Task description: What you produce should be every line from the data that includes "Delaware".

+===+

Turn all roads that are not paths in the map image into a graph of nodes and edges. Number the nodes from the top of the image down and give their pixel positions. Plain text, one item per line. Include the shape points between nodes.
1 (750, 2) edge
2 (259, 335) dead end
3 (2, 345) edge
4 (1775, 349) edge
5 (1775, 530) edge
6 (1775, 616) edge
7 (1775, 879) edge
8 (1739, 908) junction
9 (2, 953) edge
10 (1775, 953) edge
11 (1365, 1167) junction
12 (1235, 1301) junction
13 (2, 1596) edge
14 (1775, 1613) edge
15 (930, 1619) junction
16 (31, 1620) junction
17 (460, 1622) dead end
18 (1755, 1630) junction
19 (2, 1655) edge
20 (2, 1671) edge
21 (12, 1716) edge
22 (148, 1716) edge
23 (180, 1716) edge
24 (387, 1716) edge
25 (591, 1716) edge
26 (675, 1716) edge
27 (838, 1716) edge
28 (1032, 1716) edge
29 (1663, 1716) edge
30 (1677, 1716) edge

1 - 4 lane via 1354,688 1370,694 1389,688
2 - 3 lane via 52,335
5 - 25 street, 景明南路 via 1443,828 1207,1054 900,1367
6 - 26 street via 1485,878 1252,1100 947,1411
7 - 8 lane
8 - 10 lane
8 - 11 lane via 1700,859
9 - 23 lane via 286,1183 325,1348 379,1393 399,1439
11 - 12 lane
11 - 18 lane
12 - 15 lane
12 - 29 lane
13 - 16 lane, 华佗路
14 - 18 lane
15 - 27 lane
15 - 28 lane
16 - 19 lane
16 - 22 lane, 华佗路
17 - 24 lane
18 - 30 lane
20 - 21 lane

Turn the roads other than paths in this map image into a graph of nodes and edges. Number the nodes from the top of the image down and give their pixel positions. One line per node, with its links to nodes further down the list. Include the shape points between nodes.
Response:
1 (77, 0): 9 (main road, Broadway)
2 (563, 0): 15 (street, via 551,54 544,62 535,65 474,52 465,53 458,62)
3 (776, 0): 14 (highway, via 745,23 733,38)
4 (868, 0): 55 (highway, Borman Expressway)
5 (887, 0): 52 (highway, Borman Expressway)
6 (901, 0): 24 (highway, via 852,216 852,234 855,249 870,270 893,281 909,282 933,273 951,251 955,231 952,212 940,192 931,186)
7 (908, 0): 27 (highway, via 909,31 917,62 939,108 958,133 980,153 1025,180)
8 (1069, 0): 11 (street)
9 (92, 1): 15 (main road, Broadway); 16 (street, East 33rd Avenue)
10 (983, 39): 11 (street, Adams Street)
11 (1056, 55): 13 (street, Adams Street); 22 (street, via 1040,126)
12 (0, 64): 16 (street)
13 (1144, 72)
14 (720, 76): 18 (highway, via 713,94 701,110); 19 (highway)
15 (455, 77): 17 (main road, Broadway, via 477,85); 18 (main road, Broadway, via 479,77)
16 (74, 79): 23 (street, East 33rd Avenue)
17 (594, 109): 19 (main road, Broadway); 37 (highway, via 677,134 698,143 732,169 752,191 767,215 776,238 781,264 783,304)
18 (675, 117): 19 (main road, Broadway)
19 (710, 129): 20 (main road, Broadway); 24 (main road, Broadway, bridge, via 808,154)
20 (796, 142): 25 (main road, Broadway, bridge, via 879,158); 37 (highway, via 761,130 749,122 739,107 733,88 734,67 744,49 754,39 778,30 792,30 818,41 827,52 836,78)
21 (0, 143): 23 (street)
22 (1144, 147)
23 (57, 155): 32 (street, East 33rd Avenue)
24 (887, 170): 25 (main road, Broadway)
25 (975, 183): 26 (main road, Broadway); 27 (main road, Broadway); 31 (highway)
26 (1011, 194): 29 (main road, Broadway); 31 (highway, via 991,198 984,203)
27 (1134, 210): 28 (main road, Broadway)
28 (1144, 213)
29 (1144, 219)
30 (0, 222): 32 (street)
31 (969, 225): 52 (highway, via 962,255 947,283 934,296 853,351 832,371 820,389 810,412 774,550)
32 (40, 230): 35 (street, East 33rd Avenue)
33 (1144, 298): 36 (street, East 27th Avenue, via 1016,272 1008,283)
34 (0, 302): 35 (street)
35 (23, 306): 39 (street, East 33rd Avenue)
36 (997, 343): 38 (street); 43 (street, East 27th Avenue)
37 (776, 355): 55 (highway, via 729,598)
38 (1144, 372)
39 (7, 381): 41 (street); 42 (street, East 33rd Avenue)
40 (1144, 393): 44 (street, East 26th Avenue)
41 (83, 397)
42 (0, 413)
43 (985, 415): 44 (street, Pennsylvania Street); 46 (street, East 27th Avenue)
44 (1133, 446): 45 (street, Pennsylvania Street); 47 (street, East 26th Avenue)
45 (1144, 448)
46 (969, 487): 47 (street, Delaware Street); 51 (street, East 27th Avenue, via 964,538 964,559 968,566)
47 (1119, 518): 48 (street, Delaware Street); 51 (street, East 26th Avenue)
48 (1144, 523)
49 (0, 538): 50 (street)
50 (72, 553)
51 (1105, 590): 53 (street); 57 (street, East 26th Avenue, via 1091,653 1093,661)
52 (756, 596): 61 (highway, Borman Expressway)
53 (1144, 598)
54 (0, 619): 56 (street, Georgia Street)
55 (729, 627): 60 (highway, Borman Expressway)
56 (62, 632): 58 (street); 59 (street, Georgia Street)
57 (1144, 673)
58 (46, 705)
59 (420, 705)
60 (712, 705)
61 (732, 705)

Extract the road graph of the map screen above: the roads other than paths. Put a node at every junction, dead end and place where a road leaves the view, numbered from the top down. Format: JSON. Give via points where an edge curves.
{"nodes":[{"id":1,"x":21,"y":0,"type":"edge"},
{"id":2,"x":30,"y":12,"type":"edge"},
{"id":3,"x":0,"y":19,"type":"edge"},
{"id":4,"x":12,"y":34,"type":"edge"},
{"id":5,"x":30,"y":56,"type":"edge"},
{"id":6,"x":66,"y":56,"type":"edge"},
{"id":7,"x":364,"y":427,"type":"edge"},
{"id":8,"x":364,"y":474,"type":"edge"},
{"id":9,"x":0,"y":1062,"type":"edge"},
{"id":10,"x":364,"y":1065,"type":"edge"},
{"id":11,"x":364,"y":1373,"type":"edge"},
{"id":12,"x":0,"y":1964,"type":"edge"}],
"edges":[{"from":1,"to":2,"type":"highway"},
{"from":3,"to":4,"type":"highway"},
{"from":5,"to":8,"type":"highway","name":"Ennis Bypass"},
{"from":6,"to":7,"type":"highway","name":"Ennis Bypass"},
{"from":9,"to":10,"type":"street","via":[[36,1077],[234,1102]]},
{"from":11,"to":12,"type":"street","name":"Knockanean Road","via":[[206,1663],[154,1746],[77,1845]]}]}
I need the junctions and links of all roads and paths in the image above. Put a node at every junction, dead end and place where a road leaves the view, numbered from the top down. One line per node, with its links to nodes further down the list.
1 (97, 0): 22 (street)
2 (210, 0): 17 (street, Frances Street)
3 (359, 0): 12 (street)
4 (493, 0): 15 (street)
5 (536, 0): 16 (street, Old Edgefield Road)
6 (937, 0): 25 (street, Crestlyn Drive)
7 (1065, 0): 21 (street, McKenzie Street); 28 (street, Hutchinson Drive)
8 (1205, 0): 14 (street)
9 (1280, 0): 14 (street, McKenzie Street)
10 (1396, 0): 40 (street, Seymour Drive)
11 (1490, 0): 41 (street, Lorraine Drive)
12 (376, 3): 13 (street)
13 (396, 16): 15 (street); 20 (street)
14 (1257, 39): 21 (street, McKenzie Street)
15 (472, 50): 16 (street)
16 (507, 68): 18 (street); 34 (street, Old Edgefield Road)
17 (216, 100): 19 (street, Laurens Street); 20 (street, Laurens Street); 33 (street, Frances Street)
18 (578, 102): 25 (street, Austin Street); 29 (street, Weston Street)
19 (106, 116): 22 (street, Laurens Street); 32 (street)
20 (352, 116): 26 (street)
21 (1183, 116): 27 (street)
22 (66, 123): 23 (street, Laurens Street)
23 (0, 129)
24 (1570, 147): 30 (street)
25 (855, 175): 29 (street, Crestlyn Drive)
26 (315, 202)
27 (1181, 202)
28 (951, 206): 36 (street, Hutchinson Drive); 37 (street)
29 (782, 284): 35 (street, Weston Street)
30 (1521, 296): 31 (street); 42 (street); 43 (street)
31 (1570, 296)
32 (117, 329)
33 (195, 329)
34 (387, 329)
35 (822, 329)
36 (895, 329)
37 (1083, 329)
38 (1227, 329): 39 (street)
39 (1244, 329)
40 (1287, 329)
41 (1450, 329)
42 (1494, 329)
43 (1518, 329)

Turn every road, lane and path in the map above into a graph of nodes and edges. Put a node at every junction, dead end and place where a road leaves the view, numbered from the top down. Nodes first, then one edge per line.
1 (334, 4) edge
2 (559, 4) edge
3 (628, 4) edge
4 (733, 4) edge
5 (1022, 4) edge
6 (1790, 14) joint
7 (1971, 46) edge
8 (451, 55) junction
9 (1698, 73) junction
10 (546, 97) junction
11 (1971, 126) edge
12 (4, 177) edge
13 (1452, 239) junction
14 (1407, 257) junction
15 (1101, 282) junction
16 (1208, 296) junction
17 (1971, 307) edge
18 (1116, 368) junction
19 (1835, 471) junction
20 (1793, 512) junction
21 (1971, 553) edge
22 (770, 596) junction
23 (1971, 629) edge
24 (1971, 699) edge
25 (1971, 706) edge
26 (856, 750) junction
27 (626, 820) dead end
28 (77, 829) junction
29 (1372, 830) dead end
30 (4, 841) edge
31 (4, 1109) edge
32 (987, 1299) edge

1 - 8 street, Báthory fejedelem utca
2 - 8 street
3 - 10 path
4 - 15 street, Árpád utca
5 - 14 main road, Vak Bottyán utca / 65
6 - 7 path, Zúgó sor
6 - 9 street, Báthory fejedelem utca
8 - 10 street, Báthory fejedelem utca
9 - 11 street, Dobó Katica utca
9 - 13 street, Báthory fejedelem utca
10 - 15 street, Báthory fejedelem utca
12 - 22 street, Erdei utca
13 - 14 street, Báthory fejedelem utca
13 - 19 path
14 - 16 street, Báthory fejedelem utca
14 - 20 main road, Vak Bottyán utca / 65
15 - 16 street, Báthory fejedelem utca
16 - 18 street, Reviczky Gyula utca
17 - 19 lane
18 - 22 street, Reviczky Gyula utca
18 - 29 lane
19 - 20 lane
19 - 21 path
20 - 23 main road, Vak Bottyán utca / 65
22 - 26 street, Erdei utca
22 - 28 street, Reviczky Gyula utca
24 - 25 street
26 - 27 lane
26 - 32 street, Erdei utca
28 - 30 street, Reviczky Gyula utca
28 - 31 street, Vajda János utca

+===+

Finished exercise:
46 (969, 487): 47 (street, Delaware Street); 51 (street, East 27th Avenue, via 964,538 964,559 968,566)
47 (1119, 518): 48 (street, Delaware Street); 51 (street, East 26th Avenue)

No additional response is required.